═══ Entries provided ═══
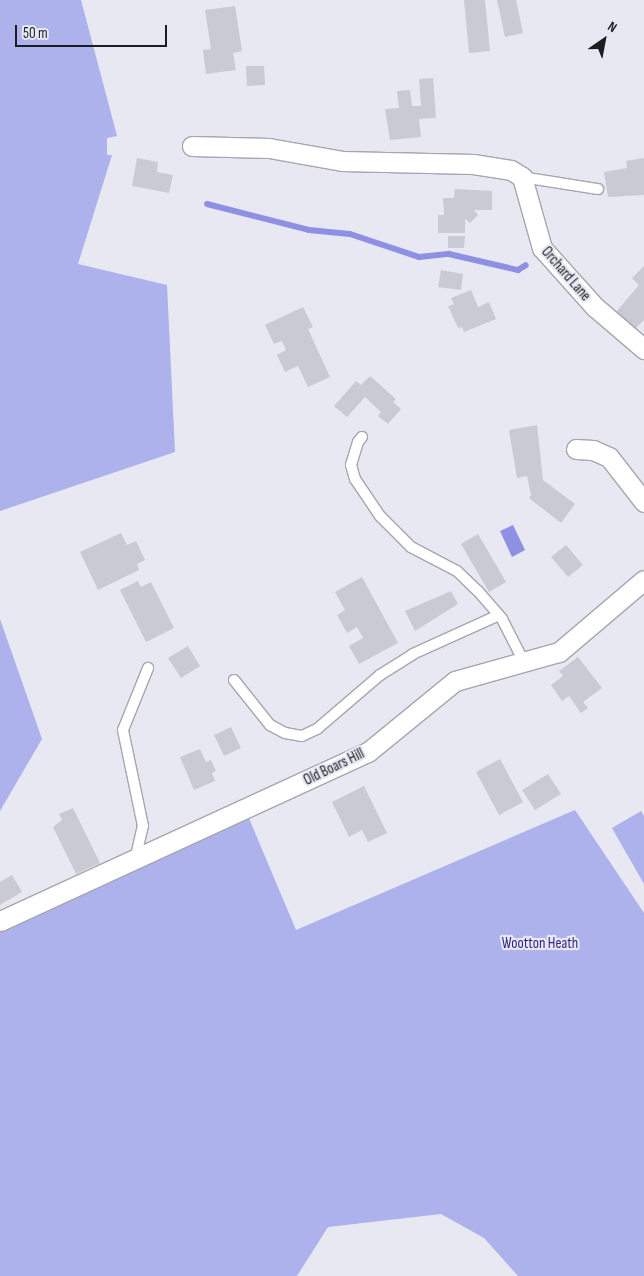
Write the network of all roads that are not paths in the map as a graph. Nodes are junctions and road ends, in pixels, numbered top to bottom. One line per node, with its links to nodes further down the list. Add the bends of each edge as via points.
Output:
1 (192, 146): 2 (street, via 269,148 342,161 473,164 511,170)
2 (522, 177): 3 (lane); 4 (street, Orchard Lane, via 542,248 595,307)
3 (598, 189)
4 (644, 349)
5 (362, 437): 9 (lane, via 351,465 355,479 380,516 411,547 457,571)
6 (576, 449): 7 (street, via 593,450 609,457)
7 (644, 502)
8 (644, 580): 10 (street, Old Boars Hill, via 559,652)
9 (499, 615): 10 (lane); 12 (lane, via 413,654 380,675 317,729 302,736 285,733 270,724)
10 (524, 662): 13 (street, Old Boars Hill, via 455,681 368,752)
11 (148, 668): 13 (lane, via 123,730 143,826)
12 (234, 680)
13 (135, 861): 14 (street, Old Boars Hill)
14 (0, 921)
═══
═══ Entries provided ═══
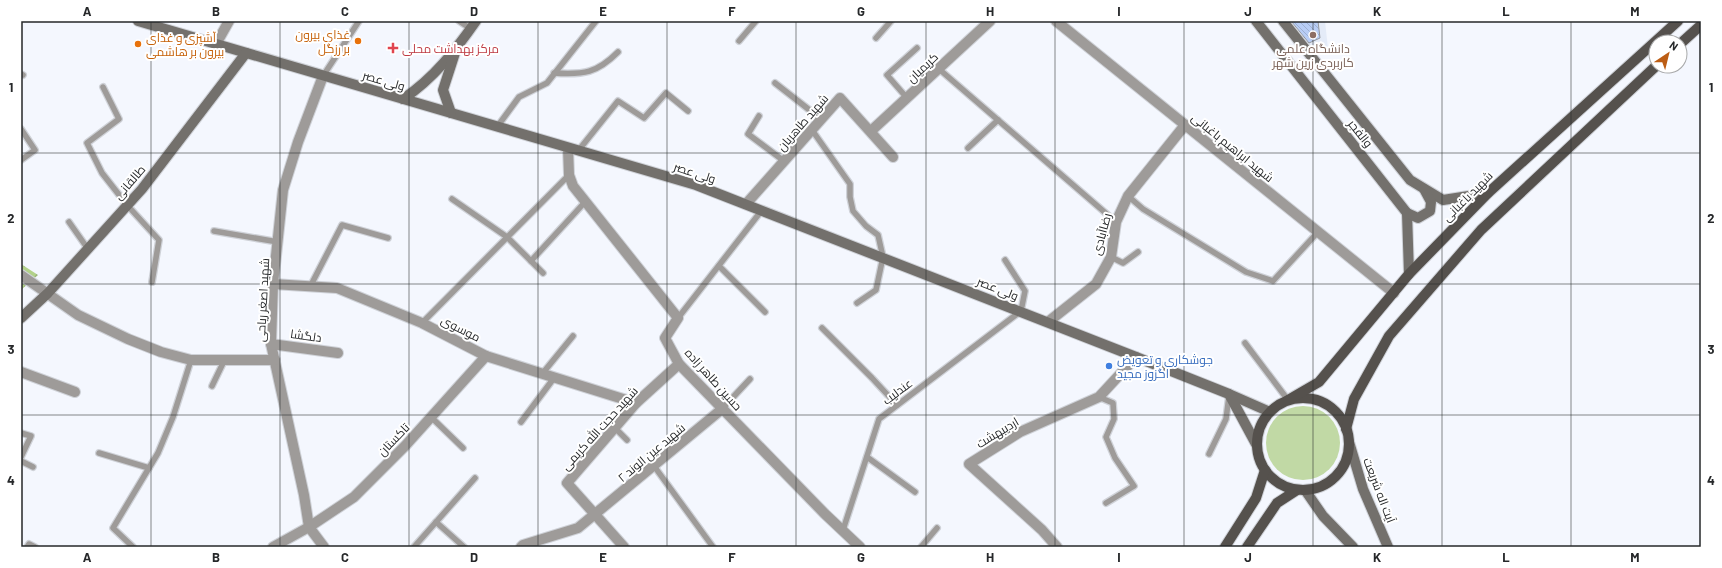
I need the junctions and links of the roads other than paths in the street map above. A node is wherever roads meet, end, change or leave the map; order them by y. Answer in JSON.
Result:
═══
In the listing above, how many lines contain the string "junctions"? State the number and stop.

Response box -
2